Not quite “Never invest in a business that depends on one customer,” but it’s the same vibe—don’t bet the farm on a single trick.
NVIDIA's juggling four big dogs for 46% of its cash, and that’s a tightrope walk over a shark tank (IYKYK).
The VIPs aren’t just buying NVIDIA’s GPUs—they’re building their own.
Google’s Tensor Processing Units (TPUs), now in their sixth generation (Trillium), are a direct jab at NVIDIA’s dominance.
Google claims Trillium delivers 4x faster AI training than its predecessor, tailored for its cloud and DeepMind workloads.

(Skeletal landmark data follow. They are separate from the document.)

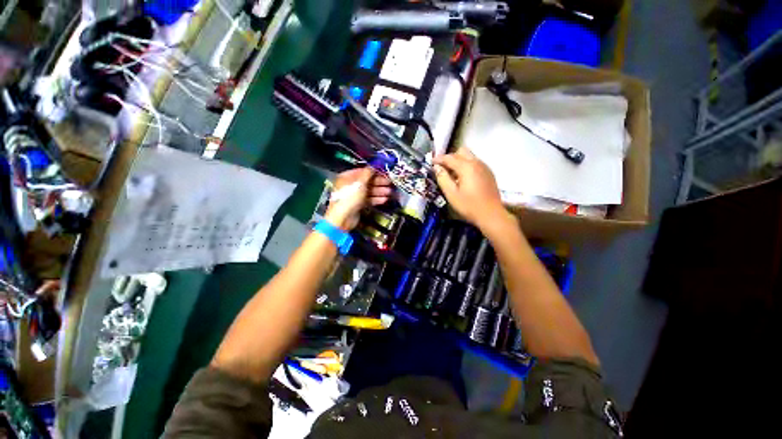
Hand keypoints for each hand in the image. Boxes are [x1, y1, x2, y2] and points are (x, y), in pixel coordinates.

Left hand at [325, 167, 392, 229]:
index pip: (362, 171)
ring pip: (369, 191)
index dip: (374, 172)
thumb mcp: (360, 183)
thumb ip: (368, 173)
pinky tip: (384, 199)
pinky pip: (369, 200)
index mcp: (347, 177)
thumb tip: (373, 166)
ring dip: (380, 191)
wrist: (343, 218)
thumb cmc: (349, 198)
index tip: (384, 172)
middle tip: (389, 183)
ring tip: (389, 192)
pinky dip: (376, 199)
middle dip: (379, 183)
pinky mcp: (358, 205)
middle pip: (367, 182)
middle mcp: (350, 185)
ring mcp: (354, 196)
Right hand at [434, 148, 508, 229]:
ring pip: (469, 156)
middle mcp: (476, 163)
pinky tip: (464, 178)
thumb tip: (437, 167)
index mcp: (466, 167)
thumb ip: (442, 178)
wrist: (491, 215)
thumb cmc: (469, 206)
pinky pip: (475, 163)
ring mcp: (484, 167)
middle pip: (461, 151)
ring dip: (459, 161)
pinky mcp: (489, 173)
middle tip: (443, 168)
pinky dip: (467, 165)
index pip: (449, 158)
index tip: (431, 162)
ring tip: (452, 174)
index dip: (439, 159)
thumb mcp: (451, 194)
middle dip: (450, 157)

Sundar Pichai’s bet: why pay NVIDIA’s premium when you can cook in-house?
Amazon’s no slouch either.
Its Trainium2 chip, designed by Annapurna Labs, promises up to 40% lower costs than NVIDIA’s GPUs for AI model training.

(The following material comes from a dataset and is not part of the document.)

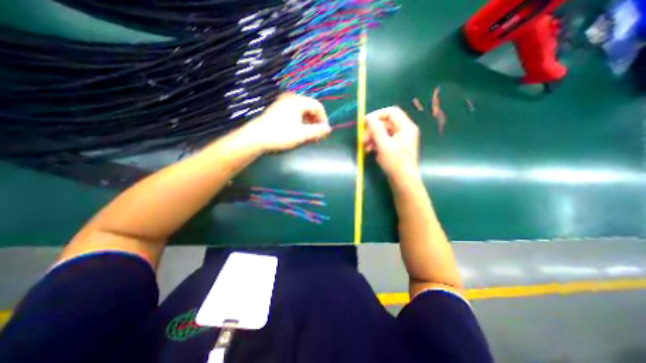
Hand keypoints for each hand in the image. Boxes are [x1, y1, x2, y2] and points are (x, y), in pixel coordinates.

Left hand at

Apple’s even jumped on board, with Benoit Dupin, Apple’s AI director, confirming at AWS re:Invent that Trainium2 offers a 50% efficiency boost for pretraining models like Apple Intelligence. That’s a mic-drop moment—when Apple, the king of vertical integration, endorses Amazon’s silicon, NVIDIA’s margins start sweating.
Meta and Microsoft are also tinkering with custom chips (like Meta’s MTIA and Microsoft’s Maia), signaling a broader revolt against the “NVIDIA tax.”
The Cisco Cautionary Tale
Yes, we’ve all heard this opinion, but let’s rewind to the ‘90s.
Cisco was the networking god, its routers and switches powering the internet’s rise. Under John Chambers, Cisco’s market cap hit $500 billion by 2000, making it the world’s most valuable company.
But its telecom clients—think AT&T and Verizon—got tired of premium prices. They turned to cheaper rivals like Juniper and even built their own gear. By 2001, Cisco’s stock had crashed roughly 80%, and it never regained its peak.
NVIDIA’s not Cisco—its GPUs are still the AI gold standard—but the vibe’s familiar. When your biggest customers start DIY-ing, loyalty fades fast. The future is never a straight line, and Jensen better hope it’s not a cliff.
While hyperscalers dominate headlines, a quieter revolution brews: edge AI.
Forget cloud data centers—startups and VCs are betting on AI that lives on your phone, car, or fridge.
Syntiant, a California-based startup, raised $35 million in a Series B round backed by Microsoft’s M12 and others. Their tiny, low-power chips run AI on devices, cutting reliance on NVIDIA’s beefy GPUs.
Meanwhile, firms like Qualcomm and Arm are pushing edge-friendly silicon, with Arm’s designs powering 90% of mobile devices globally. This “great unbundling” could shrink demand for centralized AI compute, leaving NVIDIA’s data center empire looking like overkill.
We kept it tight this week because, well, it's been one of those weeks that feels like a decade. So much going on, but we hope this edition has piqued your interest.
To close it out, if Google, Amazon, and the edge AI rebels keep innovating, Jensen’s leather jacket might not be enough to keep the crown.